*WHAT IS BEING ASKED*
From the entries that follow, copy each line in which "María" appears.

[Dataset excerpts]

>>>

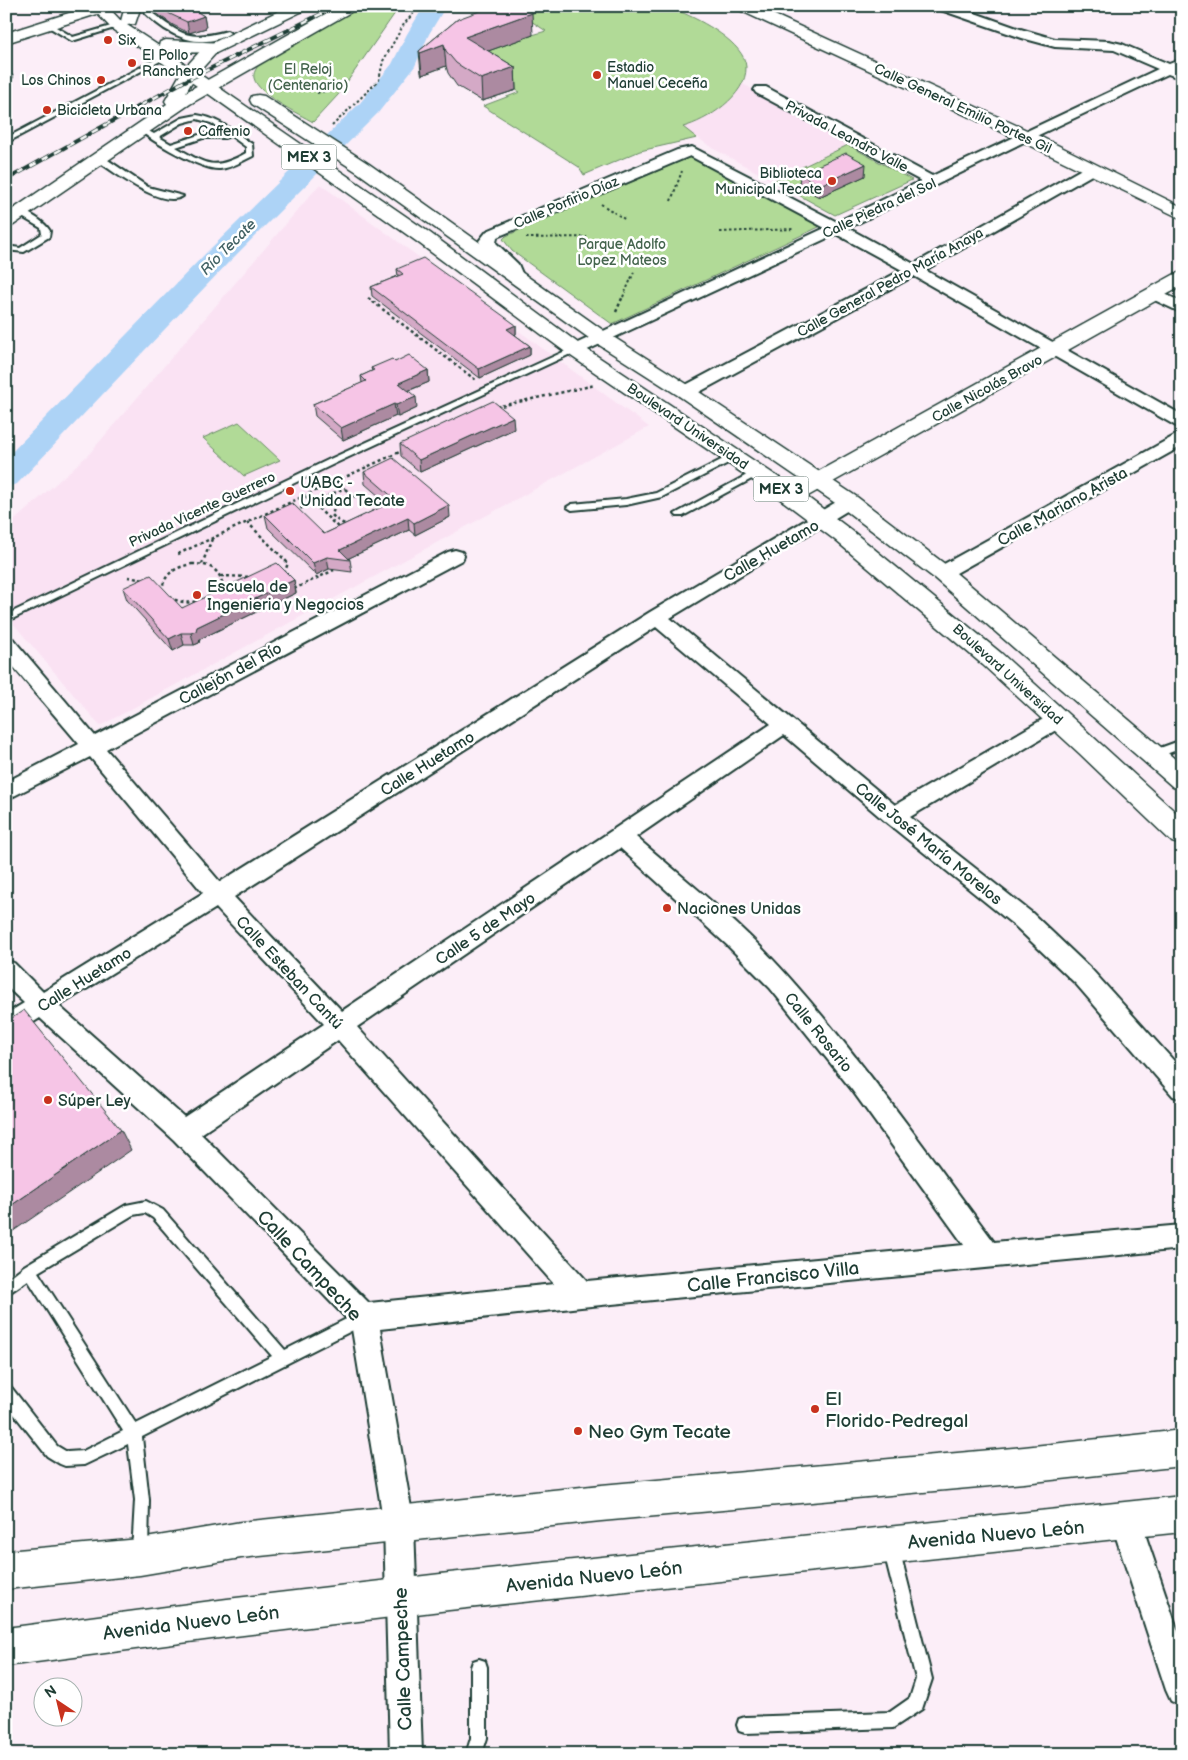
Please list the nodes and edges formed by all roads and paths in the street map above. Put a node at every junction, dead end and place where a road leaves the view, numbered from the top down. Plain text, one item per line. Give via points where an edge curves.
1 (164, 6) edge
2 (302, 6) edge
3 (350, 6) edge
4 (420, 6) edge
5 (742, 6) edge
6 (942, 6) edge
7 (103, 7) edge
8 (127, 18) edge
9 (49, 25) junction
10 (227, 33) dead end
11 (6, 38) edge
12 (217, 46) junction
13 (165, 51) junction
14 (193, 69) junction
15 (1177, 69) edge
16 (6, 72) edge
17 (6, 80) edge
18 (217, 83) junction
19 (329, 90) dead end
20 (761, 90) dead end
21 (317, 93) dead end
22 (169, 110) junction
23 (332, 127) dead end
24 (148, 133) junction
25 (231, 134) junction
26 (1025, 136) junction
27 (6, 141) edge
28 (171, 146) junction
29 (99, 158) junction
30 (683, 169) dead end
31 (1092, 169) junction
32 (933, 182) junction
33 (179, 196) dead end
34 (594, 200) dead end
35 (671, 201) dead end
36 (1182, 214) edge
37 (13, 217) edge
38 (626, 220) dead end
39 (796, 229) dead end
40 (835, 229) junction
41 (720, 232) dead end
42 (492, 234) junction
43 (587, 237) dead end
44 (6, 248) edge
45 (635, 270) dead end
46 (914, 270) junction
47 (516, 278) junction
48 (1182, 278) edge
49 (1154, 294) junction
50 (368, 298) dead end
51 (1182, 308) edge
52 (613, 317) dead end
53 (600, 337) junction
54 (575, 350) junction
55 (1055, 350) junction
56 (479, 382) dead end
57 (597, 385) dead end
58 (686, 392) junction
59 (493, 409) edge
60 (1182, 422) edge
61 (1182, 439) edge
62 (412, 446) edge
63 (733, 457) junction
64 (756, 473) junction
65 (336, 481) junction
66 (818, 481) junction
67 (345, 488) junction
68 (305, 496) junction
69 (354, 496) junction
70 (791, 496) junction
71 (849, 502) junction
72 (312, 503) junction
73 (572, 507) dead end
74 (288, 514) edge
75 (680, 514) dead end
76 (333, 520) junction
77 (823, 520) junction
78 (247, 522) junction
79 (342, 531) edge
80 (213, 538) junction
81 (455, 556) dead end
82 (170, 558) dead end
83 (202, 564) junction
84 (334, 570) edge
85 (136, 573) dead end
86 (942, 573) junction
87 (284, 575) edge
88 (221, 576) junction
89 (257, 577) edge
90 (145, 580) edge
91 (293, 589) edge
92 (188, 603) junction
93 (193, 608) edge
94 (657, 616) junction
95 (6, 619) edge
96 (6, 644) edge
97 (1058, 719) junction
98 (786, 724) junction
99 (1182, 744) edge
100 (90, 746) junction
101 (1153, 755) junction
102 (1122, 776) junction
103 (1182, 780) edge
104 (6, 792) edge
105 (1182, 812) edge
106 (894, 816) junction
107 (1182, 835) edge
108 (621, 836) junction
109 (218, 896) junction
110 (6, 970) edge
111 (41, 1006) junction
112 (341, 1026) junction
113 (6, 1027) edge
114 (1182, 1088) edge
115 (183, 1132) junction
116 (1182, 1237) edge
117 (987, 1255) junction
118 (29, 1270) junction
119 (6, 1289) edge
120 (581, 1294) junction
121 (364, 1317) junction
122 (284, 1358) junction
123 (6, 1392) edge
124 (134, 1434) junction
125 (1182, 1448) edge
126 (1182, 1514) edge
127 (1126, 1522) junction
128 (399, 1525) junction
129 (890, 1544) junction
130 (140, 1557) junction
131 (6, 1570) edge
132 (400, 1596) junction
133 (6, 1647) edge
134 (479, 1667) dead end
135 (1182, 1690) edge
136 (745, 1725) dead end
137 (406, 1754) edge
138 (474, 1754) edge

1 - 10 lane via 148,13 180,36 208,40
2 - 12 main road
3 - 18 main road
4 - 23 path via 404,24 383,61 379,80
5 - 26 main road, Calle General Emilio Portes Gil
6 - 15 street via 1057,43 1119,48
7 - 8 main road, MEX 3
7 - 9 main road
8 - 9 lane via 72,39
8 - 13 main road, MEX 3
9 - 11 main road
12 - 13 main road
12 - 14 main road via 206,53
13 - 14 main road, MEX 3
13 - 27 lane
14 - 18 main road, Boulevard Universidad / MEX 3
14 - 22 main road
15 - 26 street, Calle Piedra del Sol
16 - 17 lane via 9,77
18 - 22 main road
18 - 47 main road, Boulevard Universidad / MEX 3 via 242,91 284,116 363,168
18 - 54 main road, Boulevard Universidad / MEX 3 via 270,130
19 - 21 path
20 - 32 street, Privada Leandro Valle
22 - 24 main road
24 - 25 lane via 188,118 203,117
24 - 28 lane
24 - 29 main road
25 - 28 lane via 202,136
25 - 28 lane via 249,146 250,154 220,167 198,161
26 - 31 main road, Calle General Emilio Portes Gil
26 - 32 street, Calle Piedra del Sol
29 - 33 lane via 146,191 162,196
29 - 37 main road
30 - 35 path
31 - 36 main road, Calle General Emilio Portes Gil
31 - 46 street, Calle General Pedro María Anaya
32 - 40 street, Calle Piedra del Sol
34 - 38 path
37 - 44 lane via 44,227 46,235 21,250
39 - 41 path
40 - 42 street, Calle Porfirio Díaz via 692,151
40 - 46 street
40 - 53 street, Calle Piedra del Sol
42 - 43 path via 505,238
42 - 47 street, Calle Porfirio Díaz via 487,241 489,245 514,267
45 - 52 path
46 - 55 street
46 - 58 street, Calle General Pedro María Anaya
47 - 53 main road, Boulevard Universidad / MEX 3
48 - 49 main road, Calle Nicolás Bravo
49 - 51 street
49 - 55 main road, Calle Nicolás Bravo
50 - 56 path
53 - 54 street, Calle Piedra del Sol
53 - 58 main road, Boulevard Universidad / MEX 3
54 - 63 main road, Boulevard Universidad / MEX 3
54 - 95 lane, Privada Vicente Guerrero
55 - 60 street
55 - 66 main road, Calle Nicolás Bravo
57 - 59 path
58 - 66 main road, Boulevard Universidad / MEX 3
61 - 86 street, Calle Mariano Arista
62 - 65 path
63 - 64 main road, Boulevard Universidad / MEX 3
63 - 73 lane via 659,495
64 - 70 main road, Boulevard Universidad / MEX 3
64 - 75 lane
65 - 67 path
65 - 68 path
66 - 70 main road, Calle Nicolás Bravo
66 - 71 main road, Boulevard Universidad / MEX 3
67 - 69 path
67 - 72 path
68 - 72 path
68 - 78 path
69 - 76 path via 335,505
69 - 76 path via 373,501 377,515 361,525 346,525
70 - 77 main road, Boulevard Universidad / MEX 3
71 - 77 street, Calle Huetamo
71 - 86 main road, Boulevard Universidad / MEX 3
72 - 74 path
72 - 76 path
76 - 79 path
77 - 94 street, Calle Huetamo
77 - 97 main road, Boulevard Universidad / MEX 3 via 932,606
78 - 80 path
78 - 87 path via 288,563
80 - 82 path
80 - 83 path
81 - 100 street, Callejón del Río
83 - 88 path via 218,570
83 - 92 path via 173,570 162,582 162,589 170,599
84 - 91 path
85 - 90 path via 128,577
86 - 101 main road, Boulevard Universidad / MEX 3
88 - 89 path
88 - 92 path via 222,582 214,594
92 - 93 path
94 - 98 street, Calle José María Morelos
94 - 109 street, Calle Huetamo
96 - 100 street, Calle Esteban Cantú
97 - 102 main road, Boulevard Universidad / MEX 3
97 - 106 street
98 - 106 street, Calle José María Morelos
98 - 108 street, Calle 5 de Mayo
99 - 101 lane
100 - 104 street, Callejón del Río
100 - 109 street, Calle Esteban Cantú
101 - 103 main road, Boulevard Universidad / MEX 3
102 - 105 main road
102 - 107 main road, Boulevard Universidad / MEX 3
106 - 114 street, Calle José María Morelos via 1023,919 1084,978
108 - 112 street, Calle 5 de Mayo
108 - 117 street, Calle Rosario via 778,981 861,1082
109 - 111 street, Calle Huetamo
109 - 112 street, Calle Esteban Cantú
110 - 111 street, Calle Campeche
111 - 113 street, Calle Huetamo
111 - 115 street, Calle Campeche
112 - 115 street, Calle 5 de Mayo
112 - 120 street, Calle Esteban Cantú
115 - 121 street, Calle Campeche
116 - 117 street, Calle Francisco Villa
117 - 120 street, Calle Francisco Villa
118 - 119 lane
118 - 122 lane via 131,1208 146,1207 158,1214
118 - 124 lane
120 - 121 street, Calle Francisco Villa
121 - 122 lane
121 - 128 street, Calle Campeche
122 - 124 lane
123 - 124 lane via 52,1452 65,1459 84,1458
124 - 130 lane via 142,1500
125 - 128 main road
126 - 127 main road, Avenida Nuevo León
127 - 129 main road, Avenida Nuevo León
127 - 135 street
128 - 130 main road via 241,1540
128 - 132 street, Calle Campeche
129 - 132 main road, Avenida Nuevo León
129 - 136 lane via 924,1678 916,1704 893,1720
130 - 131 main road
132 - 133 main road, Avenida Nuevo León
132 - 137 street, Calle Campeche
134 - 138 lane via 480,1738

<<<

*RESULT FOR THIS EXERCISE*
31 - 46 street, Calle General Pedro María Anaya
46 - 58 street, Calle General Pedro María Anaya
94 - 98 street, Calle José María Morelos
98 - 106 street, Calle José María Morelos
106 - 114 street, Calle José María Morelos via 1023,919 1084,978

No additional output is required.